• Work required: Whenever a line in the entries below contains the string "Costanera", copy that line.
(Beginning of Source data)
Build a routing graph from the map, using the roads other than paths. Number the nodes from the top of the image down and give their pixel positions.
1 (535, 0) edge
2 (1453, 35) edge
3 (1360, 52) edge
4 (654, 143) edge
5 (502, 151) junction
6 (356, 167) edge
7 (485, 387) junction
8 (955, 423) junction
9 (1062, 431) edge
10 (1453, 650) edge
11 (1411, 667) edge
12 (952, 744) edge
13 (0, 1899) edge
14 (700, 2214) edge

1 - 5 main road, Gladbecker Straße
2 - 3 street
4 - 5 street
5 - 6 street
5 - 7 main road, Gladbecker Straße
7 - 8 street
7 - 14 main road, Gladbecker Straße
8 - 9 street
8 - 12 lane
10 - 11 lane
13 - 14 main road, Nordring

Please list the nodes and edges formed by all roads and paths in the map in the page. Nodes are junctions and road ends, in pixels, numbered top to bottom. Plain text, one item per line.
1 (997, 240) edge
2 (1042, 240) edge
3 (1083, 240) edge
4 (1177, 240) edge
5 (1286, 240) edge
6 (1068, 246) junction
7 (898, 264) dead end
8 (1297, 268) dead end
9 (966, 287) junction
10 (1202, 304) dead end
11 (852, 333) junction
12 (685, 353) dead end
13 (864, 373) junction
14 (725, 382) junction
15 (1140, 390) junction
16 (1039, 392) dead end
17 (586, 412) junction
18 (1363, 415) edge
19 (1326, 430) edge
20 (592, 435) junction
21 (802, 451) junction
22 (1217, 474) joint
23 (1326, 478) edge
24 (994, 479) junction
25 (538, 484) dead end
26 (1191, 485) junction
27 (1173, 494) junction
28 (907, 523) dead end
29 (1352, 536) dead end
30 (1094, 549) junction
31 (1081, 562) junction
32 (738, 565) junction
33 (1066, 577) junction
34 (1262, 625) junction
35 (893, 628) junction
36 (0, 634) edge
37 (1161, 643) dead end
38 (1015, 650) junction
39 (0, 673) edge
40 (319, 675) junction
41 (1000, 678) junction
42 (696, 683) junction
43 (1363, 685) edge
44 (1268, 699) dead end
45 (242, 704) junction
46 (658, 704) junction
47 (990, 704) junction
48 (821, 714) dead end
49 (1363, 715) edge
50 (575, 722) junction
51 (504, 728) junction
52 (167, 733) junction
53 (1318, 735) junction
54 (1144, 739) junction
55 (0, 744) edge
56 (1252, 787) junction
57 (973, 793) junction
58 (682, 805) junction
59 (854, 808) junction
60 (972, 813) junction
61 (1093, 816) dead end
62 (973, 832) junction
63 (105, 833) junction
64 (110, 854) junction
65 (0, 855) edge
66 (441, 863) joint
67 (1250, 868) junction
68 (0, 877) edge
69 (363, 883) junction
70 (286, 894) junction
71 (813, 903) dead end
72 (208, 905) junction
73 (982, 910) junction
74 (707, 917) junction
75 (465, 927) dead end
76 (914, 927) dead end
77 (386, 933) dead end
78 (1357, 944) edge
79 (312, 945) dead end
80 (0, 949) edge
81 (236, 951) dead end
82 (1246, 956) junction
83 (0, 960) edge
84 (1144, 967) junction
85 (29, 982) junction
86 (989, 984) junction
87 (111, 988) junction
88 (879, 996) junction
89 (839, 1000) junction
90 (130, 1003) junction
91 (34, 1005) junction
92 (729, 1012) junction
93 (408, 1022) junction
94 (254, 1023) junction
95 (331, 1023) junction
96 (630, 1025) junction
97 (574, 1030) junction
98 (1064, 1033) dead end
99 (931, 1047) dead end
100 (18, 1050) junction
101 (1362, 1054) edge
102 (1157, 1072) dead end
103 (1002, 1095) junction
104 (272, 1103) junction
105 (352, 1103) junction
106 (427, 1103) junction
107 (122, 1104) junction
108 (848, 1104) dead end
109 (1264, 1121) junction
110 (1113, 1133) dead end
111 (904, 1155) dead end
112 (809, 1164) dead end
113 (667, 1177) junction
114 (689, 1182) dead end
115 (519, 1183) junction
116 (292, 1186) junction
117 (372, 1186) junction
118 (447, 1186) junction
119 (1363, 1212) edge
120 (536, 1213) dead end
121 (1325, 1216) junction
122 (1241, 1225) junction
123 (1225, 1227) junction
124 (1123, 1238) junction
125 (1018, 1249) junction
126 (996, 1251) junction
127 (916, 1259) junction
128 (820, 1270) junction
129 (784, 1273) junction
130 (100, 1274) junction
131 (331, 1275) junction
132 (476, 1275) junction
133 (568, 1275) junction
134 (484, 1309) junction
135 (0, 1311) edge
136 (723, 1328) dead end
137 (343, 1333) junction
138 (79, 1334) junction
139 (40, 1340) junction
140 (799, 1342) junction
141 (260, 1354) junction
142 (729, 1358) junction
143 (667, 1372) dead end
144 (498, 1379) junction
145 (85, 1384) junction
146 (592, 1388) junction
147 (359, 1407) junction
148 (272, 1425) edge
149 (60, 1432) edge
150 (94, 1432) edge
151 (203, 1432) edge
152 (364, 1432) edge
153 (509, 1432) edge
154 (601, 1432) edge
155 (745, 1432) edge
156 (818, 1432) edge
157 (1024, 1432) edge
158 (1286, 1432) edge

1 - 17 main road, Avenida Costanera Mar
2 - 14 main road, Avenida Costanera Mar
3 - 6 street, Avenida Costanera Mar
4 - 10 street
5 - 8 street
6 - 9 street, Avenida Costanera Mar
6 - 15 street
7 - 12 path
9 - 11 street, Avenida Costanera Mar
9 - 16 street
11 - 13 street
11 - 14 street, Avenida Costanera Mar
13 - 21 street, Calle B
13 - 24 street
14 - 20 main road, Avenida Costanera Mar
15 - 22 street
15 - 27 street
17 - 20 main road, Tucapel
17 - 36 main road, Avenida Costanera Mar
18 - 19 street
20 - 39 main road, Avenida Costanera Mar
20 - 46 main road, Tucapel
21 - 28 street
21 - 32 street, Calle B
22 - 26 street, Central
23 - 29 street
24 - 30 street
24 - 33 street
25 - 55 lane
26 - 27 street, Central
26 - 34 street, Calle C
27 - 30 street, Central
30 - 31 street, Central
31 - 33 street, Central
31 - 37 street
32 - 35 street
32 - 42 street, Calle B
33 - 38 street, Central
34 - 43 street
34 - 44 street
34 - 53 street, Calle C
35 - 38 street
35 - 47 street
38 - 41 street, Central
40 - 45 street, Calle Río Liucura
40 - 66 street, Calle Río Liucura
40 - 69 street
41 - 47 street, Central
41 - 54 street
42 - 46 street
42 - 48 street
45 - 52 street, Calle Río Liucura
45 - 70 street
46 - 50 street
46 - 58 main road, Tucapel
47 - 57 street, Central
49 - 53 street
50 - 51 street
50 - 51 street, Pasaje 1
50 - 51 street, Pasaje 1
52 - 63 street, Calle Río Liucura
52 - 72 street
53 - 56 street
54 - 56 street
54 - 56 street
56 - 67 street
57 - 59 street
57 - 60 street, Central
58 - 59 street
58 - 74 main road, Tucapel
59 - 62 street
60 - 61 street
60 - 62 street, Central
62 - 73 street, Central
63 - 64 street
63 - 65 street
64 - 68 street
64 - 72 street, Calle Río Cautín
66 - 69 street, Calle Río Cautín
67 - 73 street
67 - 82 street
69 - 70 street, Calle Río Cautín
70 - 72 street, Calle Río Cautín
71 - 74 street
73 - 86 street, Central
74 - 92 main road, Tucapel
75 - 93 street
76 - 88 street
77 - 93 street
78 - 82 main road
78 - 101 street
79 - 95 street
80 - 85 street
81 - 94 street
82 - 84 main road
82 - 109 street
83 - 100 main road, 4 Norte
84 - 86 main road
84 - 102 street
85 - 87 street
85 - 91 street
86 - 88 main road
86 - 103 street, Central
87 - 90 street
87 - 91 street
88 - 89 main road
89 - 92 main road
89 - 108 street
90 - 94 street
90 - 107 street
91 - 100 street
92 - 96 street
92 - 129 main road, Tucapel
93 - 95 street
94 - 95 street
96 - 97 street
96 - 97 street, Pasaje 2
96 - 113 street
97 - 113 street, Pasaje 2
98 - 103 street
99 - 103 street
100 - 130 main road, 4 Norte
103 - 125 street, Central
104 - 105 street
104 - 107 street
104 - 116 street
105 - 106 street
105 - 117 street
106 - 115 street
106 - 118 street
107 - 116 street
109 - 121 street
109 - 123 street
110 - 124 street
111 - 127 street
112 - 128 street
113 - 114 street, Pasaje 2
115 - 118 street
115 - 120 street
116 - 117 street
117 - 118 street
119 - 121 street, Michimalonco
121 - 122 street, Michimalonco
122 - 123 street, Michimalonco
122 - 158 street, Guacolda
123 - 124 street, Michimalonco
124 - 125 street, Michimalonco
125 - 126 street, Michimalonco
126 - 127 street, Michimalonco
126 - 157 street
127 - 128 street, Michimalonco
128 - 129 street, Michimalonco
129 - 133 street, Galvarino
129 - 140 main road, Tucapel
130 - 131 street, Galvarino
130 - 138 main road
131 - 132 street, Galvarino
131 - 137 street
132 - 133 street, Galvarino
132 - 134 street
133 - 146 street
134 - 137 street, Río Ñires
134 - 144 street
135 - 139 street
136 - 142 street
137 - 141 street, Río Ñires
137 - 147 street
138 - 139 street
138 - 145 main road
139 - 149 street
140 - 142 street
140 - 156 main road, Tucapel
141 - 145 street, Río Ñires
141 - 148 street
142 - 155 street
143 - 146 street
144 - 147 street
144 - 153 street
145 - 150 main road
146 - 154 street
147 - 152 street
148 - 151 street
(End of Source data)
• Solution below:
1 - 17 main road, Avenida Costanera Mar
2 - 14 main road, Avenida Costanera Mar
3 - 6 street, Avenida Costanera Mar
6 - 9 street, Avenida Costanera Mar
9 - 11 street, Avenida Costanera Mar
11 - 14 street, Avenida Costanera Mar
14 - 20 main road, Avenida Costanera Mar
17 - 36 main road, Avenida Costanera Mar
20 - 39 main road, Avenida Costanera Mar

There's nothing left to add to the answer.